Saved entries:
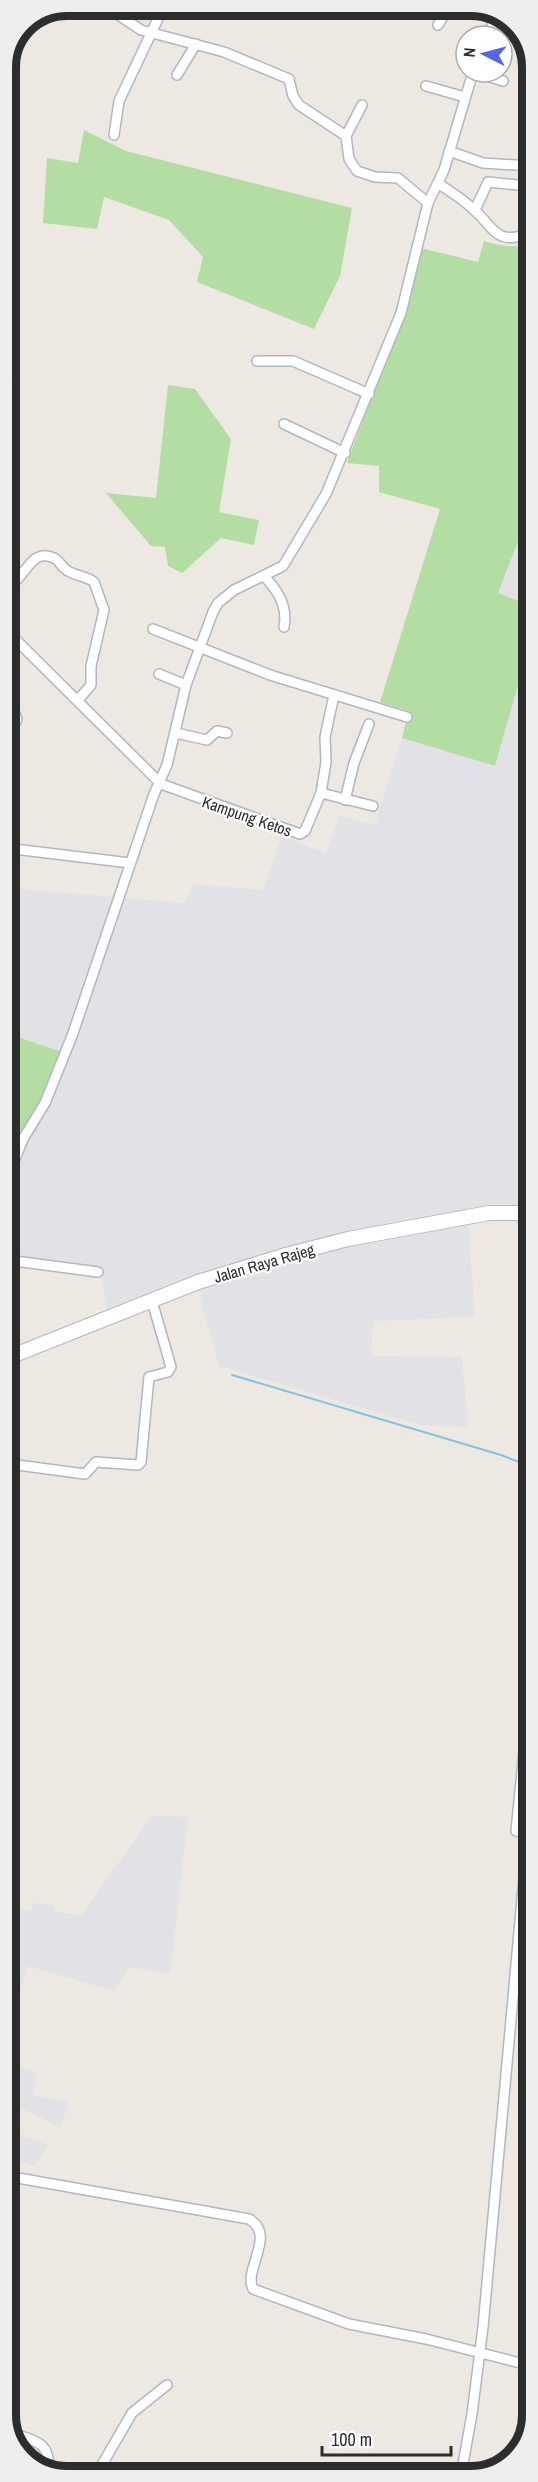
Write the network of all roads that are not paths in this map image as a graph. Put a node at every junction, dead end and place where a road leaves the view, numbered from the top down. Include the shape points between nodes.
1 (119, 16) edge
2 (159, 16) edge
3 (443, 17) edge
4 (438, 25) dead end
5 (152, 33) junction
6 (196, 44) junction
7 (177, 75) dead end
8 (469, 84) edge
9 (426, 86) dead end
10 (465, 97) junction
11 (362, 105) dead end
12 (114, 135) dead end
13 (346, 136) junction
14 (449, 151) junction
15 (522, 165) edge
16 (439, 184) junction
17 (516, 185) dead end
18 (428, 203) junction
19 (475, 210) junction
20 (522, 236) edge
21 (257, 361) dead end
22 (369, 394) junction
23 (284, 424) dead end
24 (345, 453) junction
25 (264, 576) junction
26 (16, 581) edge
27 (284, 627) dead end
28 (153, 629) dead end
29 (16, 640) edge
30 (199, 646) junction
31 (159, 674) dead end
32 (186, 685) junction
33 (334, 695) junction
34 (78, 700) junction
35 (407, 717) dead end
36 (369, 724) dead end
37 (176, 733) junction
38 (227, 733) dead end
39 (158, 782) junction
40 (321, 793) junction
41 (345, 800) junction
42 (373, 806) dead end
43 (16, 849) edge
44 (130, 863) junction
45 (18, 1150) joint
46 (16, 1155) edge
47 (522, 1215) edge
48 (16, 1261) edge
49 (98, 1272) dead end
50 (152, 1301) junction
51 (16, 1354) edge
52 (16, 1465) edge
53 (522, 1771) edge
54 (522, 1832) edge
55 (522, 1916) edge
56 (16, 2178) edge
57 (480, 2353) junction
58 (522, 2364) edge
59 (167, 2385) dead end
60 (22, 2437) edge
61 (50, 2463) edge
62 (102, 2465) edge
63 (462, 2466) edge

1 - 5 street
2 - 5 street
3 - 4 street
5 - 6 street
5 - 12 street via 119,101
6 - 7 street
6 - 13 street via 289,79 299,105
8 - 10 street
9 - 10 street
10 - 14 street
11 - 13 street
13 - 18 street via 348,159 357,171 402,179
14 - 15 street via 483,163
14 - 16 street
16 - 18 street
16 - 19 street
17 - 19 street via 488,182
18 - 22 street via 411,284
19 - 20 street via 499,236
21 - 22 street via 293,361
22 - 24 street
23 - 24 street
24 - 25 street via 284,567
25 - 27 street via 280,596
25 - 30 street via 234,590 218,603
26 - 34 street via 39,556 57,560 69,572 94,582 104,610 91,666 91,685
28 - 30 street
29 - 34 street
30 - 32 street
30 - 33 street via 270,675
31 - 32 street
32 - 37 street
33 - 35 street
33 - 40 street, Kampung Ketos via 325,737 326,768
34 - 39 street
36 - 41 street
37 - 38 street via 207,740 217,731
37 - 39 street
39 - 40 street, Kampung Ketos via 300,834 305,831
39 - 44 street
40 - 41 street
41 - 42 street
43 - 44 street
44 - 45 street via 72,1036 45,1103
45 - 46 street
47 - 50 main road, Jalan Raya Rajeg via 489,1213 348,1239 198,1282
48 - 49 street
50 - 51 main road, Jalan Raya Rajeg
50 - 52 street via 171,1367 168,1372 149,1377 141,1462 96,1462 86,1474
53 - 54 street via 516,1831
55 - 57 street
56 - 57 street via 249,2219 260,2238 251,2281 253,2289 349,2324
57 - 58 street
57 - 63 street
59 - 62 street via 132,2413
60 - 61 street via 45,2448

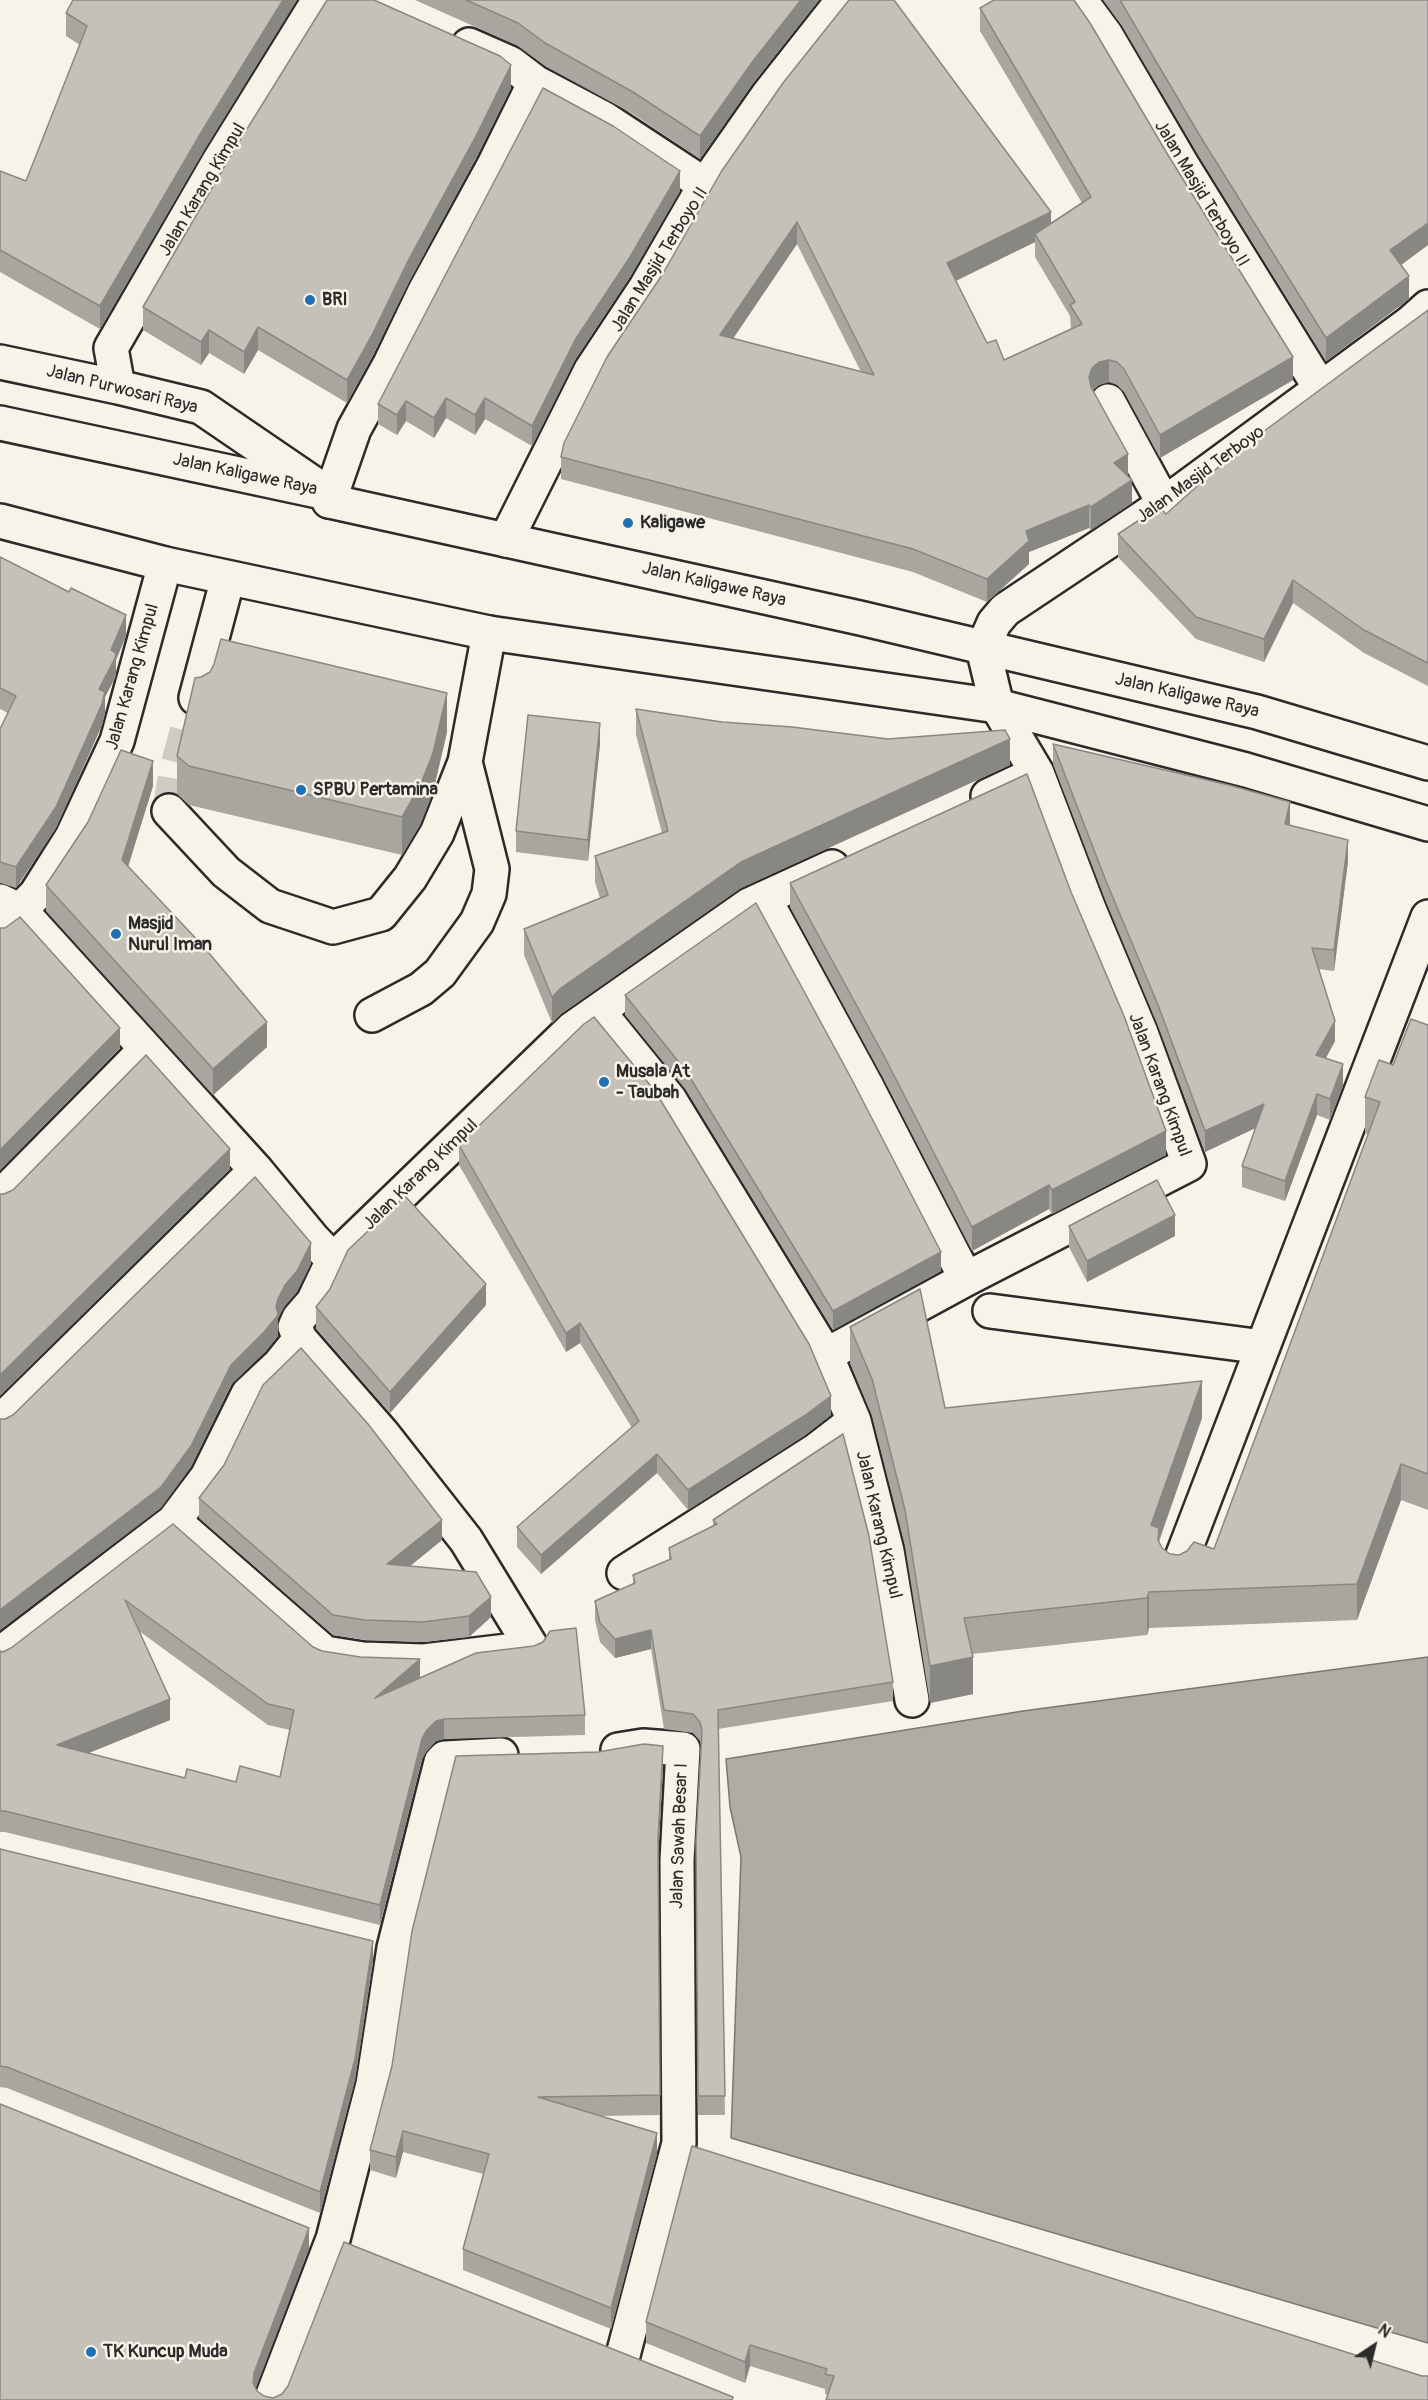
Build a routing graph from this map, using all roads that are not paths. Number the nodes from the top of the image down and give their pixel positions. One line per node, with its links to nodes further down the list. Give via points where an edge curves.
1 (319, 0): 9 (main road, Jalan Karang Kimpul, via 218,163 111,348)
2 (843, 0): 6 (main road, Jalan Masjid Terboyo II, via 768,95)
3 (1080, 0): 10 (main road, Jalan Masjid Terboyo II, via 1106,35)
4 (445, 34): 5 (main road, via 510,63)
5 (535, 82): 6 (main road, via 603,118); 13 (main road, via 354,429)
6 (705, 185): 16 (main road, Jalan Masjid Terboyo II, via 646,287 591,370)
7 (1428, 307): 10 (main road, Jalan Masjid Terboyo)
8 (0, 362): 9 (main road, Jalan Purwosari Raya)
9 (118, 387): 13 (main road, Jalan Purwosari Raya, via 201,407)
10 (1321, 389): 14 (main road, Jalan Masjid Terboyo)
11 (1108, 401): 14 (main road)
12 (0, 423): 13 (main road, Jalan Kaligawe Raya)
13 (328, 497): 16 (main road, Jalan Kaligawe Raya)
14 (1164, 504): 20 (main road, Jalan Masjid Terboyo, via 1005,610 994,622)
15 (0, 520): 17 (main road)
16 (506, 540): 20 (main road, Jalan Kaligawe Raya)
17 (165, 564): 18 (main road); 31 (main road, Jalan Karang Kimpul, via 117,741 72,837 36,894)
18 (228, 578): 19 (main road); 21 (main road)
19 (489, 633): 22 (main road); 23 (main road)
20 (983, 648): 22 (main road, Jalan Karang Kimpul); 24 (main road, Jalan Kaligawe Raya, via 1257,712)
21 (196, 698)
22 (997, 706): 25 (main road, Jalan Karang Kimpul); 28 (main road, via 1246,770)
23 (465, 762): 27 (main road, via 437,833 410,878 381,914 333,927 270,906 226,872); 34 (main road, via 492,869 489,894 477,922 440,973 421,989)
24 (1428, 763)
25 (1037, 774): 26 (main road); 39 (main road, Jalan Karang Kimpul, via 1189,1164)
26 (961, 808)
27 (169, 811)
28 (1428, 824)
29 (862, 853): 30 (main road, Jalan Karang Kimpul)
30 (764, 898): 33 (main road, Jalan Karang Kimpul); 39 (main road)
31 (7, 914): 35 (main road, Jalan Karang Kimpul)
32 (1428, 917): 42 (main road, via 1404,1022)
33 (598, 1011): 38 (main road, Jalan Karang Kimpul, via 572,1029); 43 (main road, Jalan Karang Kimpul, via 670,1100)
34 (372, 1015)
35 (146, 1049): 36 (main road, Jalan Karang Kimpul); 37 (main road)
36 (256, 1170): 38 (main road, Jalan Karang Kimpul); 45 (main road)
37 (0, 1197)
38 (333, 1260): 41 (main road, via 313,1302 295,1327)
39 (966, 1279): 43 (main road, Jalan Karang Kimpul)
40 (990, 1311): 42 (main road)
41 (300, 1339): 46 (main road, via 248,1394 207,1477); 46 (main road, via 382,1433 466,1540 531,1648 424,1661 325,1653)
42 (1263, 1347): 48 (main road)
43 (825, 1355): 44 (main road, Jalan Karang Kimpul)
44 (854, 1421): 47 (main road, via 815,1451); 50 (main road, Jalan Karang Kimpul, via 887,1551)
45 (0, 1422)
46 (174, 1521): 49 (main road)
47 (624, 1573)
48 (1176, 1573)
49 (0, 1654)
50 (912, 1700)
51 (532, 1754): 55 (main road, via 442,1761 382,1945 373,2084)
52 (587, 1754): 53 (main road, Jalan Sawah Besar I, via 643,1746 683,1749 677,1860)
53 (679, 2143): 54 (main road); 58 (main road, Jalan Sawah Besar I)
54 (712, 2154)
55 (322, 2235): 56 (main road); 60 (main road)
56 (365, 2252)
57 (590, 2342): 58 (main road)
58 (623, 2355): 59 (main road)
59 (654, 2367)
60 (271, 2400)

§ **WORK REQUIRED**
Search the entries for the word "Terboyo". Copy every line where it occurs.

§ **EXERCISE ANSWER**
2 (843, 0): 6 (main road, Jalan Masjid Terboyo II, via 768,95)
3 (1080, 0): 10 (main road, Jalan Masjid Terboyo II, via 1106,35)
6 (705, 185): 16 (main road, Jalan Masjid Terboyo II, via 646,287 591,370)
7 (1428, 307): 10 (main road, Jalan Masjid Terboyo)
10 (1321, 389): 14 (main road, Jalan Masjid Terboyo)
14 (1164, 504): 20 (main road, Jalan Masjid Terboyo, via 1005,610 994,622)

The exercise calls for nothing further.